* WHAT TO WORK ON:
Provide the material again, with every line intact and exact.

* GIVEN DATA:
-*-*-
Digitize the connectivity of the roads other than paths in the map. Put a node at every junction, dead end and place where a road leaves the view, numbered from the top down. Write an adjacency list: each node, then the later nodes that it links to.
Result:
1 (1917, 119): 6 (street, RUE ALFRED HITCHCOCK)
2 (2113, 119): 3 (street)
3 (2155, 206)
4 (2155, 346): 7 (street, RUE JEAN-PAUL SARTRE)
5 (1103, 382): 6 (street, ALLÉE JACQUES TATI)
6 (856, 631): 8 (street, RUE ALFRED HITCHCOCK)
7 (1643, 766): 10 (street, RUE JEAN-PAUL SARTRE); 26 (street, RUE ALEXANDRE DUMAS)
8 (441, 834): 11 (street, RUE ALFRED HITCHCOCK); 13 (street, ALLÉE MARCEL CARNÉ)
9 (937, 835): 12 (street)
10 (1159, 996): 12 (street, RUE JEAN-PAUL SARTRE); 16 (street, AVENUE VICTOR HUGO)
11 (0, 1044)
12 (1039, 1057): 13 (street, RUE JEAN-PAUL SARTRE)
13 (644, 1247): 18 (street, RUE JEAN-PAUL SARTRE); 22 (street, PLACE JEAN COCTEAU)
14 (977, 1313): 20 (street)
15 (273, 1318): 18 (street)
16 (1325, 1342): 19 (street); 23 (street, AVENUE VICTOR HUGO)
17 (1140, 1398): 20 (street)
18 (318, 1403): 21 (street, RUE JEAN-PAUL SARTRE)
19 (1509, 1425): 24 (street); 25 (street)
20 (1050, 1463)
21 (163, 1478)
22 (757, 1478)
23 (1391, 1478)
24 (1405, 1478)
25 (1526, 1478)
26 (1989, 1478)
-*-*-
* EXERCISE SOLUTION:
Digitize the connectivity of the roads other than paths in the map. Put a node at every junction, dead end and place where a road leaves the view, numbered from the top down. Write an adjacency list: each node, then the later nodes that it links to.
Result:
1 (1917, 119): 6 (street, RUE ALFRED HITCHCOCK)
2 (2113, 119): 3 (street)
3 (2155, 206)
4 (2155, 346): 7 (street, RUE JEAN-PAUL SARTRE)
5 (1103, 382): 6 (street, ALLÉE JACQUES TATI)
6 (856, 631): 8 (street, RUE ALFRED HITCHCOCK)
7 (1643, 766): 10 (street, RUE JEAN-PAUL SARTRE); 26 (street, RUE ALEXANDRE DUMAS)
8 (441, 834): 11 (street, RUE ALFRED HITCHCOCK); 13 (street, ALLÉE MARCEL CARNÉ)
9 (937, 835): 12 (street)
10 (1159, 996): 12 (street, RUE JEAN-PAUL SARTRE); 16 (street, AVENUE VICTOR HUGO)
11 (0, 1044)
12 (1039, 1057): 13 (street, RUE JEAN-PAUL SARTRE)
13 (644, 1247): 18 (street, RUE JEAN-PAUL SARTRE); 22 (street, PLACE JEAN COCTEAU)
14 (977, 1313): 20 (street)
15 (273, 1318): 18 (street)
16 (1325, 1342): 19 (street); 23 (street, AVENUE VICTOR HUGO)
17 (1140, 1398): 20 (street)
18 (318, 1403): 21 (street, RUE JEAN-PAUL SARTRE)
19 (1509, 1425): 24 (street); 25 (street)
20 (1050, 1463)
21 (163, 1478)
22 (757, 1478)
23 (1391, 1478)
24 (1405, 1478)
25 (1526, 1478)
26 (1989, 1478)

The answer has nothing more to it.